• _TASK GOAL_
The answer must consist of every line below that holds the word "Pappersbruksvägen".

• _DATASET CONTENT_
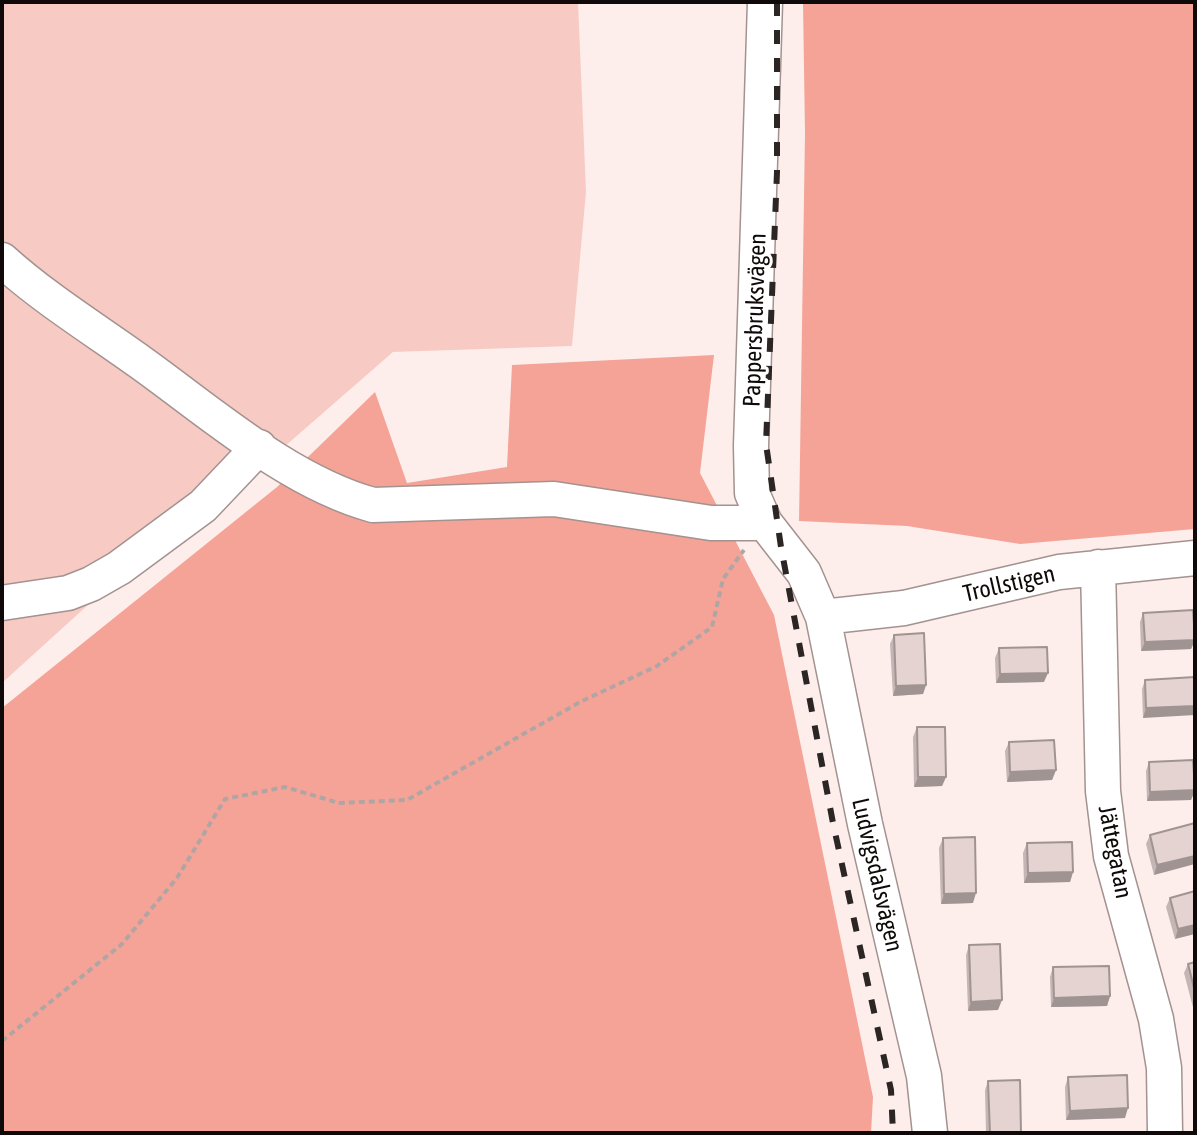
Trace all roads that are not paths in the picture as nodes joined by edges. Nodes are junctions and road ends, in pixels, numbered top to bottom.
1 (765, 2) edge
2 (2, 260) edge
3 (259, 447) junction
4 (765, 523) junction
5 (1195, 558) edge
6 (1098, 567) junction
7 (2, 603) edge
8 (823, 617) junction
9 (930, 1133) edge
10 (1165, 1133) edge

1 - 4 street, Pappersbruksvägen
2 - 3 street
3 - 4 street
3 - 7 street
4 - 8 street, Pappersbruksvägen
5 - 6 street, Trollstigen
6 - 8 street, Trollstigen
6 - 10 street, Jättegatan
8 - 9 street, Ludvigsdalsvägen

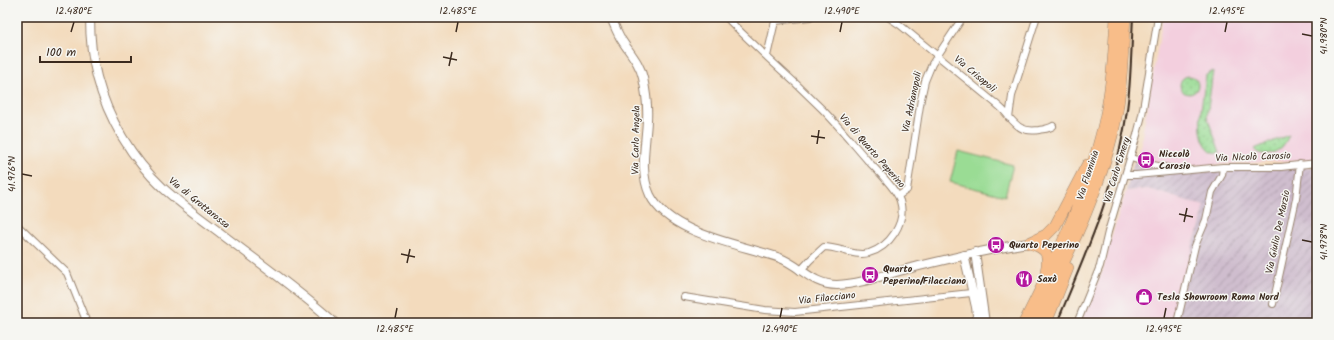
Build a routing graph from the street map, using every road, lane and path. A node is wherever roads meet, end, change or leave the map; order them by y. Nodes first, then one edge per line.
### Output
1 (90, 17) edge
2 (611, 17) edge
3 (726, 17) edge
4 (810, 17) edge
5 (888, 17) edge
6 (963, 17) edge
7 (1116, 17) edge
8 (1125, 17) edge
9 (1158, 17) edge
10 (776, 19) edge
11 (1036, 19) dead end
12 (937, 55) junction
13 (767, 56) junction
14 (1009, 118) junction
15 (1104, 122) junction
16 (1054, 126) dead end
17 (1131, 158) junction
18 (1317, 163) edge
19 (1300, 164) junction
20 (1223, 167) junction
21 (1190, 170) junction
22 (1126, 175) junction
23 (898, 196) junction
24 (1083, 219) junction
25 (17, 225) edge
26 (1029, 243) junction
27 (975, 252) junction
28 (964, 255) junction
29 (800, 271) junction
30 (1045, 280) junction
31 (972, 292) junction
32 (684, 297) dead end
33 (1273, 304) dead end
34 (87, 323) edge
35 (335, 323) edge
36 (978, 323) edge
37 (985, 323) edge
38 (1024, 323) edge
39 (1035, 323) edge
40 (1046, 323) edge
41 (1076, 323) edge
42 (1178, 323) edge

1 - 35 street, Via di Grottarossa
2 - 29 street, Via Carlo Angela
3 - 13 street, Via di Quarto Peperino
4 - 10 street
5 - 12 street, Via Crisopoli
6 - 12 street, Via Adrianopoli
7 - 15 highway, Via Flaminia
8 - 24 highway, Via Flaminia
9 - 17 street, Via Carlo Emery
10 - 13 street
11 - 14 street
12 - 14 street, Via Crisopoli
12 - 23 street, Via Adrianopoli
13 - 23 street, Via di Quarto Peperino
14 - 16 street, Via Crisopoli
15 - 26 highway
15 - 30 highway, Via Flaminia
17 - 21 street, Via Nicolò Carosio
17 - 22 street, Via Carlo Emery
18 - 19 street, Via Nicolò Carosio
19 - 20 street, Via Nicolò Carosio
19 - 33 street, Via Giulio De Marzio
20 - 21 street, Via Nicolò Carosio
20 - 42 street
21 - 22 street, Via Nicolò Carosio
22 - 41 street, Via Carlo Emery
23 - 29 street, Via di Quarto Peperino
24 - 39 highway, Via Flaminia
24 - 40 highway
25 - 34 street
26 - 27 street
26 - 30 highway
27 - 28 street
27 - 37 street
28 - 29 street
28 - 31 street
30 - 38 highway, Via Flaminia
31 - 32 street, Via Filacciano
31 - 36 street

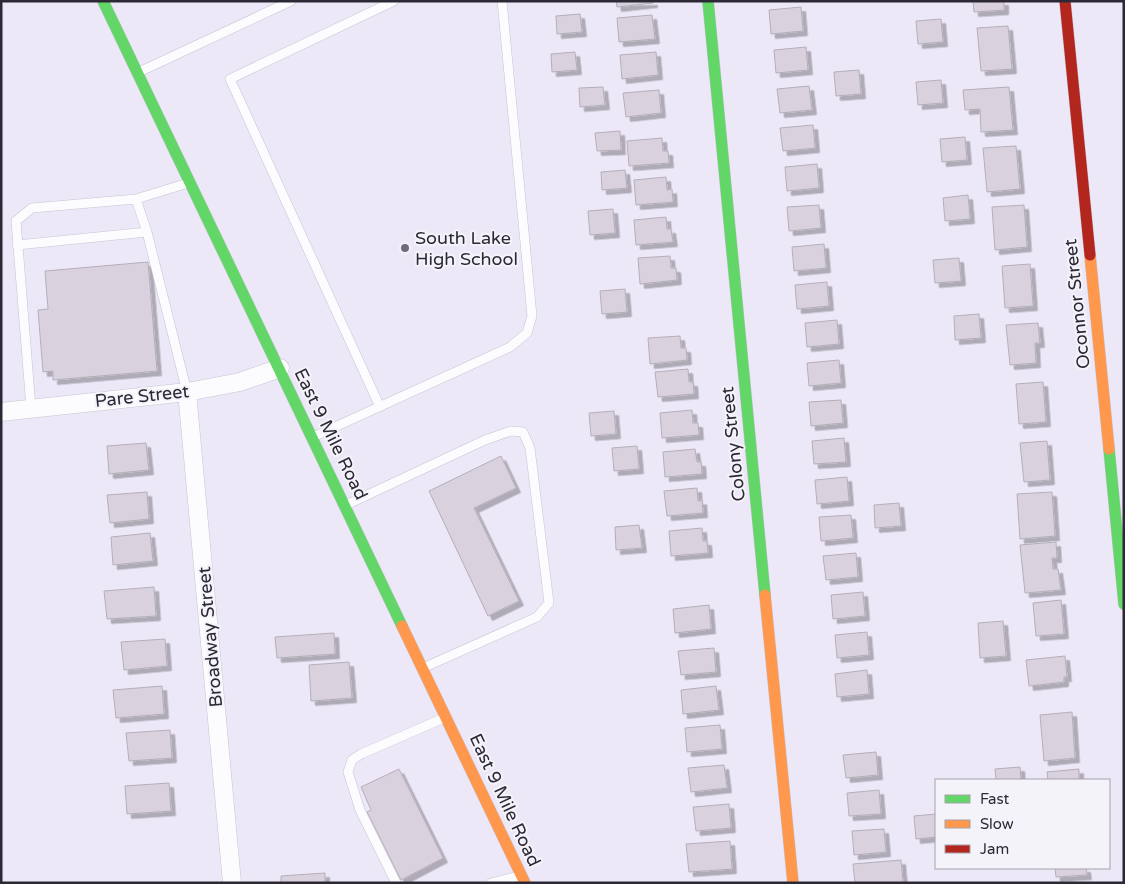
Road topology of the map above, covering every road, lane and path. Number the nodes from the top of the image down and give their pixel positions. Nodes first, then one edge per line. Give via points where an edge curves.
1 (102, 1) edge
2 (291, 1) edge
3 (394, 1) edge
4 (502, 1) edge
5 (708, 1) edge
6 (1065, 1) edge
7 (137, 73) junction
8 (191, 182) junction
9 (136, 199) junction
10 (148, 232) junction
11 (17, 245) junction
12 (280, 368) junction
13 (187, 392) junction
14 (380, 407) junction
15 (31, 408) junction
16 (1, 412) edge
17 (313, 438) junction
18 (345, 505) junction
19 (1124, 604) edge
20 (423, 668) junction
21 (446, 717) junction
22 (524, 879) edge
23 (232, 883) edge
24 (396, 883) edge
25 (491, 883) edge
26 (793, 883) edge

1 - 7 street, East 9 Mile Road
2 - 7 lane
3 - 14 lane via 230,79
4 - 14 lane via 532,316 527,333 510,347
5 - 26 street, Colony Street
6 - 19 street, Oconnor Street
7 - 8 street, East 9 Mile Road
8 - 9 lane
8 - 12 street, East 9 Mile Road
9 - 10 lane
9 - 11 lane via 32,208 16,222
10 - 11 lane
10 - 13 lane
11 - 15 lane
12 - 13 street, Pare Street via 240,382
12 - 17 street, East 9 Mile Road
13 - 15 street, Pare Street
13 - 23 street, Broadway Street
14 - 17 lane
15 - 16 street, Pare Street
17 - 18 street, East 9 Mile Road
18 - 20 street, East 9 Mile Road
18 - 20 lane via 485,440 511,431 523,432 530,448 549,603 537,617
20 - 21 street, East 9 Mile Road
21 - 22 street, East 9 Mile Road
21 - 24 lane via 361,754 352,760 348,772 360,810
22 - 25 lane

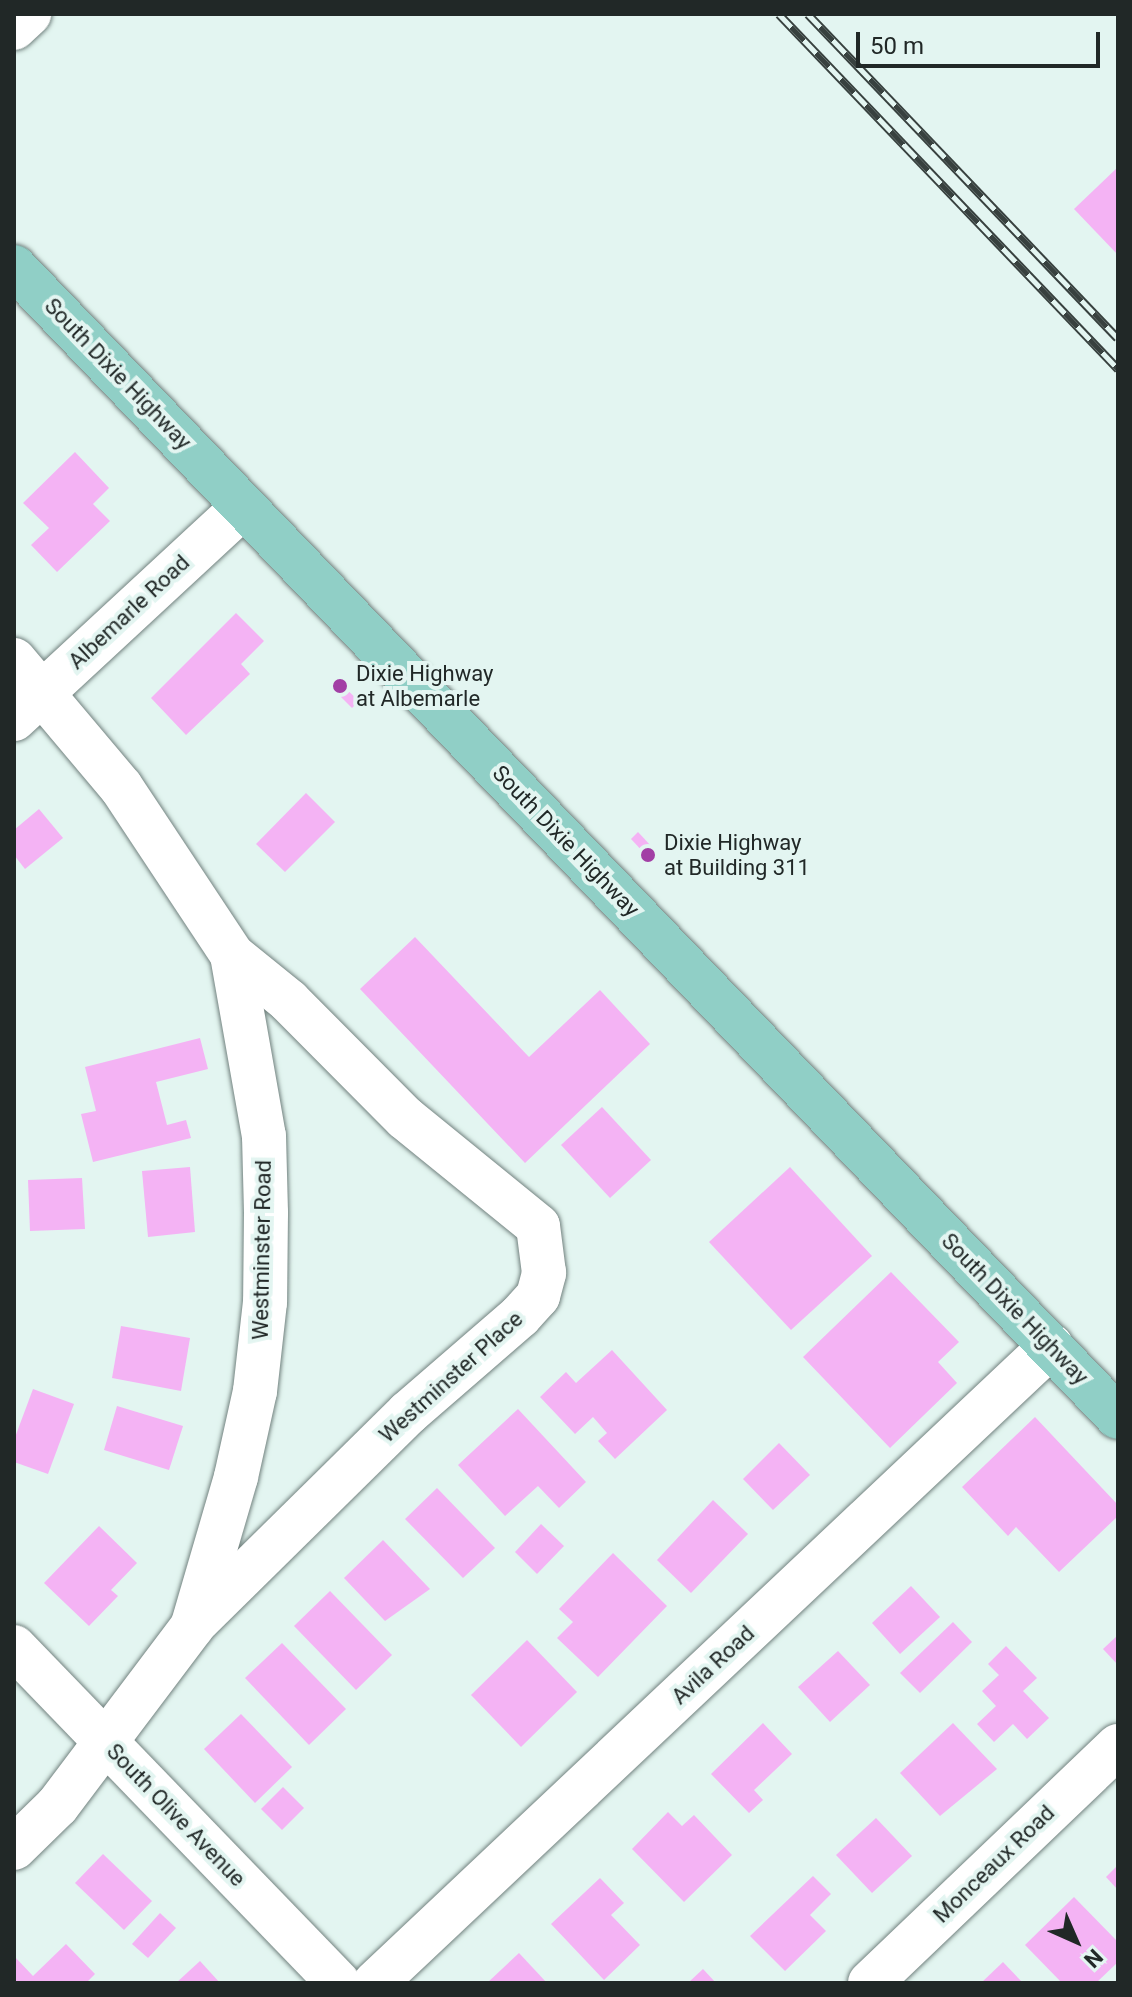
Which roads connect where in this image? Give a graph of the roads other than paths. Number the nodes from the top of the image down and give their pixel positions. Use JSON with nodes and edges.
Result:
{"nodes":[{"id":1,"x":29,"y":14,"type":"edge"},
{"id":2,"x":14,"y":28,"type":"edge"},
{"id":3,"x":14,"y":267,"type":"edge"},
{"id":4,"x":244,"y":506,"type":"junction"},
{"id":5,"x":24,"y":690,"type":"edge"},
{"id":6,"x":232,"y":955,"type":"junction"},
{"id":7,"x":1051,"y":1346,"type":"junction"},
{"id":8,"x":1118,"y":1417,"type":"edge"},
{"id":9,"x":192,"y":1627,"type":"junction"},
{"id":10,"x":14,"y":1647,"type":"edge"},
{"id":11,"x":106,"y":1743,"type":"junction"},
{"id":12,"x":1118,"y":1746,"type":"edge"},
{"id":13,"x":14,"y":1848,"type":"edge"},
{"id":14,"x":339,"y":1983,"type":"edge"},
{"id":15,"x":375,"y":1983,"type":"edge"},
{"id":16,"x":870,"y":1983,"type":"edge"}],
"edges":[{"from":1,"to":2,"type":"street"},
{"from":3,"to":4,"type":"main road","name":"South Dixie Highway"},
{"from":4,"to":5,"type":"street","name":"Albemarle Road"},
{"from":4,"to":7,"type":"main road","name":"South Dixie Highway"},
{"from":5,"to":6,"type":"street","name":"Westminster Road"},
{"from":6,"to":9,"type":"street","name":"Westminster Road"},
{"from":6,"to":9,"type":"street","name":"Westminster Place"},
{"from":7,"to":8,"type":"main road","name":"South Dixie Highway"},
{"from":7,"to":15,"type":"street","name":"Avila Road"},
{"from":9,"to":11,"type":"street","name":"Westminster Road"},
{"from":10,"to":11,"type":"street","name":"South Olive Avenue"},
{"from":11,"to":13,"type":"street","name":"Westminster Road"},
{"from":11,"to":14,"type":"street","name":"South Olive Avenue"},
{"from":12,"to":16,"type":"street","name":"Monceaux Road"}]}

• _EXERCISE ANSWER_
1 - 4 street, Pappersbruksvägen
4 - 8 street, Pappersbruksvägen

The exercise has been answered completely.